[Haskell-cafe] Re: forkIO on multicore

Mon Dec 22 09:34:25 EST 2008

Duncan Coutts wrote:
> On Fri, 2008-12-19 at 10:42 -0600, Jake McArthur wrote:
>> -----BEGIN PGP SIGNED MESSAGE-----
>> Hash: SHA1
>>
>> Paul Keir wrote:
>>> fibs = 0 : 1 : zipWith (+) fibs (tail fibs)
>> This is a CAF (Constant Applicative Form). Since it is actually a
>> constant it is never garbage collected, and is always shared, so each
>> thread is only calculating it once. You have essentially created a
>> lookup table.
> 
> Though note that with all our obvious suggestions there is still no
> speedup:
> 
> heavytask m n = putMVar m $! (fibs !! 100000)
>   where
>     fibs = n : (n+1) : zipWith (+) fibs (tail fibs)
> 
> -- so now fibs is not globally shared but is used per-heavytask
> -- it is also evaluated by heavy task rather than just putting a thunk
> -- into the MVar
> 
> main = do ms <- sequence $ replicate 8 newEmptyMVar
>           sequence_
>             [ forkIO (heavytask m n)
>             | (m, n) <- zip ms [0..] ]
>           ms' <- mapM takeMVar ms
>           mapM_ print ms'
> 
> Looking at the GC stats (+RTS -t -RTS) we see that the majority of the
> time in this program is spent doing GC and that when we run with -N4 the
> time spent doing GC is even higher.

This is an interesting example.  It shows up a weakness in the GC that I'm 
working on fixing right now.

The interesting aspect of this example is that the thread stacks get large. 
  You can see this by using +RTS -hT: a large chunk of the heap is taken up 
by TSOs. Each of those (fibs !! 100000) requires linear stack, because 
(fibs 100000) depends on (fibs 99999), and so on.  That could probably be 
fixed by adding some strictness, but that's not the goal here - we should 
still be able to run the program in parallel.

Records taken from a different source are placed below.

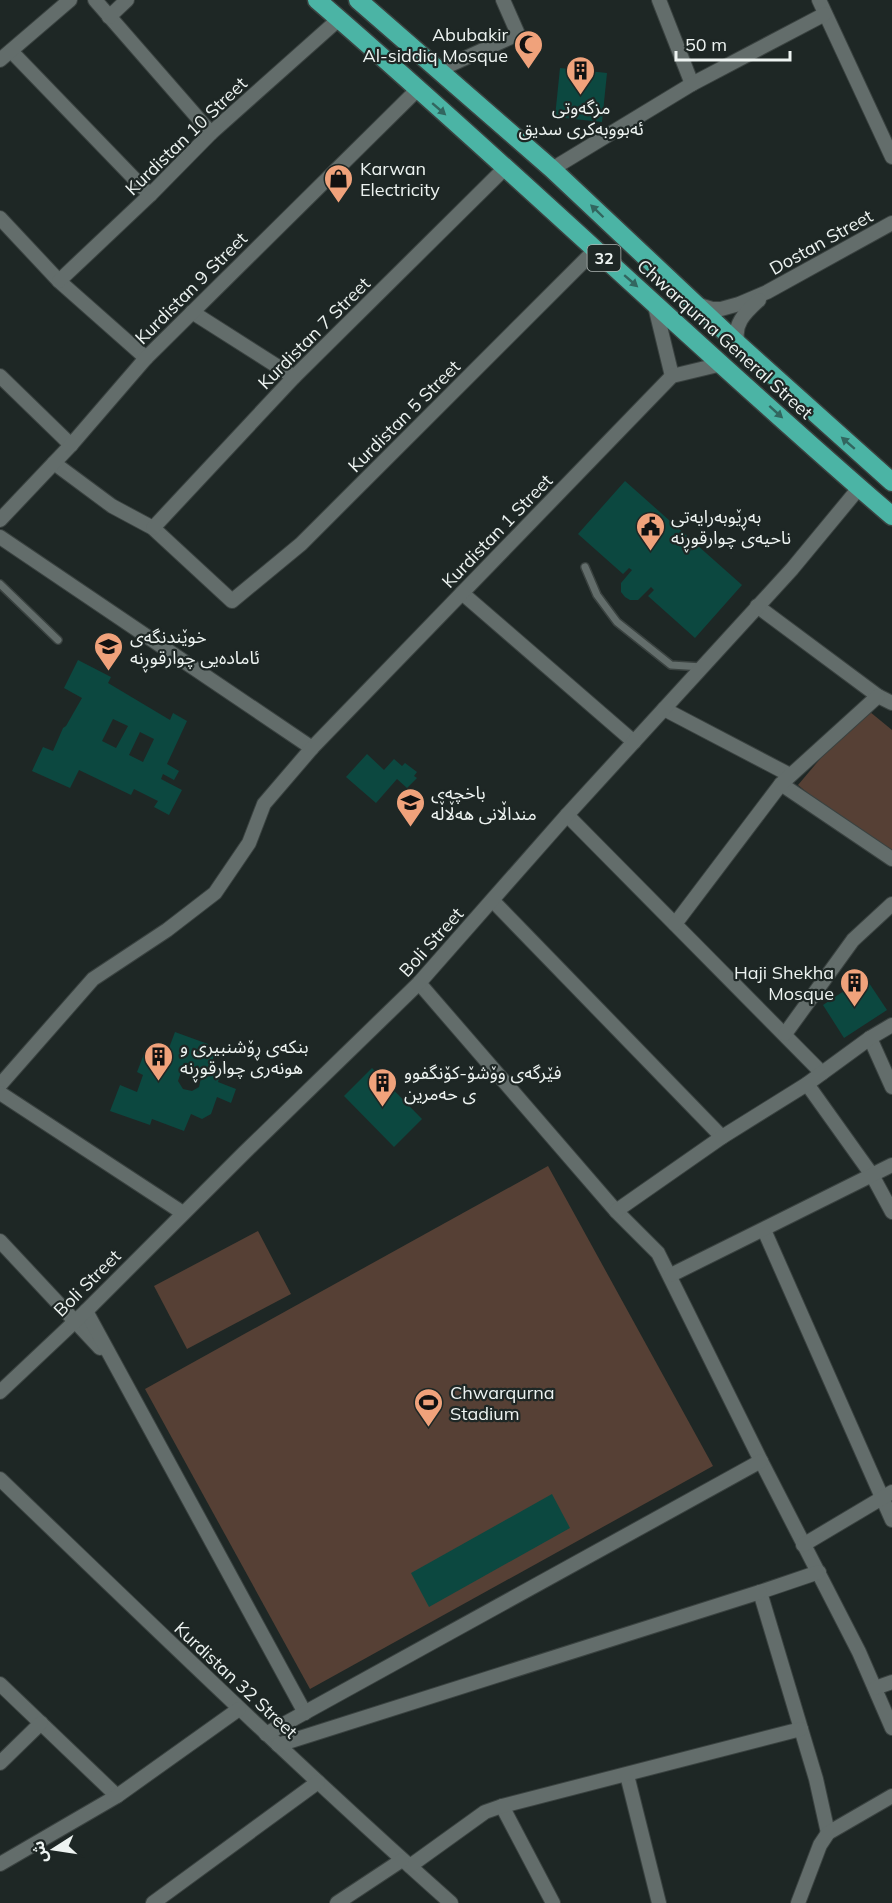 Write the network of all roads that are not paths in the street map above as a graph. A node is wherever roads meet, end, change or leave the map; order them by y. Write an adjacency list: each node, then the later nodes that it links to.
1 (70, 0): 12 (street)
2 (95, 0): 10 (street)
3 (127, 0): 10 (street)
4 (317, 0): 11 (highway, Chwarqurna General Street / 32)
5 (358, 0): 13 (highway, Chwarqurna General Street / 32)
6 (502, 0): 13 (street)
7 (659, 0): 14 (street)
8 (819, 0): 9 (street)
9 (825, 14): 14 (street); 17 (street)
10 (110, 17): 16 (street)
11 (339, 19): 15 (highway, Chwarqurna General Street / 32); 16 (street, Kurdistan 10 Street)
12 (5, 55): 20 (street)
13 (439, 70): 19 (highway, Chwarqurna General Street / 32)
14 (692, 84): 19 (street)
15 (417, 90): 18 (highway, Chwarqurna General Street / 32, one-way to 18); 28 (street, Kurdistan 9 Street)
16 (211, 133): 20 (street, Kurdistan 10 Street)
17 (892, 157)
18 (506, 167): 23 (highway, Chwarqurna General Street / 32); 34 (street, Kurdistan 7 Street)
19 (552, 169): 27 (highway, Chwarqurna General Street / 32, one-way to 19)
20 (150, 195): 24 (street, Kurdistan 10 Street)
21 (0, 218): 24 (street)
22 (892, 224): 25 (street, Dostan Street)
23 (595, 250): 26 (highway, Chwarqurna General Street / 32, one-way to 26); 41 (street, Kurdistan 5 Street)
24 (59, 280): 30 (street)
25 (767, 292): 27 (street, Dostan Street); 29 (street, Dostan Street)
26 (654, 302): 31 (highway, Chwarqurna General Street / 32); 33 (street)
27 (694, 304): 29 (highway, Chwarqurna General Street / 32)
28 (192, 312): 30 (street, Kurdistan 9 Street); 34 (street)
29 (738, 344): 37 (highway, Chwarqurna General Street / 32, one-way to 29)
30 (146, 358): 35 (street, Kurdistan 9 Street)
31 (722, 364): 33 (street); 38 (highway, Chwarqurna General Street / 32, one-way to 38)
32 (0, 376): 35 (street)
33 (672, 376): 45 (street, Kurdistan 1 Street)
34 (294, 377): 41 (street, Kurdistan 7 Street)
35 (71, 445): 36 (street, Kurdistan 9 Street)
36 (54, 463): 40 (street, Kurdistan 9 Street); 41 (street)
37 (889, 479): 38 (highway)
38 (864, 491): 39 (highway, Chwarqurna General Street / 32); 46 (street, Boli Street)
39 (892, 516)
40 (0, 520)
41 (153, 528)
42 (0, 537): 53 (street)
43 (585, 567): 48 (lane)
44 (0, 584): 47 (lane)
45 (462, 593): 52 (street); 53 (street, Kurdistan 1 Street)
46 (757, 606): 48 (street, Boli Street); 49 (street)
47 (58, 640)
48 (702, 667): 51 (street, Boli Street)
49 (878, 696): 50 (street); 54 (street)
50 (892, 703)
51 (664, 709): 52 (street, Boli Street); 54 (street)
52 (634, 742): 55 (street, Boli Street)
53 (312, 748): 66 (street, Kurdistan 1 Street)
54 (786, 780): 56 (street); 59 (street)
55 (567, 815): 57 (street, Boli Street); 59 (street)
56 (892, 859)
57 (492, 901): 60 (street, Boli Street); 69 (street)
58 (892, 904): 62 (street)
59 (675, 924): 62 (street)
60 (419, 983): 72 (street); 74 (street, Boli Street)
61 (892, 1025): 63 (street)
62 (785, 1034): 64 (street)
63 (870, 1038): 64 (street); 67 (street)
64 (822, 1073): 65 (street)
65 (807, 1084): 69 (street); 71 (street)
66 (0, 1085)
67 (892, 1087)
68 (0, 1093): 74 (street)
69 (722, 1137): 72 (street)
70 (892, 1165): 71 (street)
71 (872, 1175): 73 (street); 75 (street)
72 (616, 1211): 77 (street)
73 (892, 1212)
74 (183, 1213): 78 (street, Boli Street)
75 (764, 1230): 77 (street); 84 (street)
76 (0, 1241): 79 (street)
77 (670, 1275): 82 (street)
78 (86, 1311): 79 (street, Boli Street); 80 (street)
79 (75, 1321): 80 (street); 81 (street, Boli Street)
80 (116, 1365): 93 (street)
81 (0, 1392)
82 (761, 1461): 86 (street); 93 (street)
83 (0, 1479): 92 (street, Kurdistan 32 Street)
84 (887, 1494): 85 (street); 86 (street)
85 (892, 1520)
86 (803, 1545): 87 (street)
87 (819, 1572): 88 (street); 91 (street)
88 (760, 1592): 96 (street); 98 (street)
89 (892, 1682): 91 (street)
90 (0, 1684): 94 (street)
91 (875, 1688): 95 (street)
92 (239, 1709): 97 (street, Kurdistan 32 Street); 102 (street)
93 (305, 1713): 97 (street)
94 (41, 1723): 99 (street); 102 (street)
95 (892, 1728)
96 (801, 1730): 100 (street); 105 (street)
97 (266, 1734): 98 (street, Kurdistan 32 Street)
98 (278, 1745): 101 (street, Kurdistan 32 Street)
99 (0, 1763)
100 (627, 1775): 104 (street); 112 (street)
101 (318, 1782): 106 (street, Kurdistan 32 Street); 108 (street)
102 (117, 1796): 107 (street)
103 (892, 1796): 105 (street)
104 (502, 1806): 106 (street); 111 (street)
105 (828, 1833): 113 (street)
106 (406, 1863): 109 (street); 110 (street, Kurdistan 32 Street)
107 (0, 1864)
108 (153, 1903)
109 (337, 1903)
110 (451, 1903)
111 (553, 1903)
112 (659, 1903)
113 (798, 1903)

So when there are large stacks around, GC takes a long time because it has 
to traverse stacks.  But we should be able to alleviate the problem by (a) 
using a larger heap, and (b) using parallel GC.  Not doing parallel GC is 
seriously going to hurt peformance, because the data will have to be moved 
from one CPU's cache to another.  But it turns out that parallel GC is 
misbehaving on this example too, because it doesn't force each stack to be 
scanned by the same thread that is executing it - I'm working on fixing that.

Having each CPU be able to GC independently would be a big improvement, of 
course.  We think we understand how this can be done in the context of GHC, 
it's just a matter of doing it, but it's a big job.

Parallel performance is something that we expect to make dramatic 
improvements over the next few months as we investigate more programs and 
improve the tools.  The current HEAD is already a lot better than 6.10.1.

Cheers,
	Simon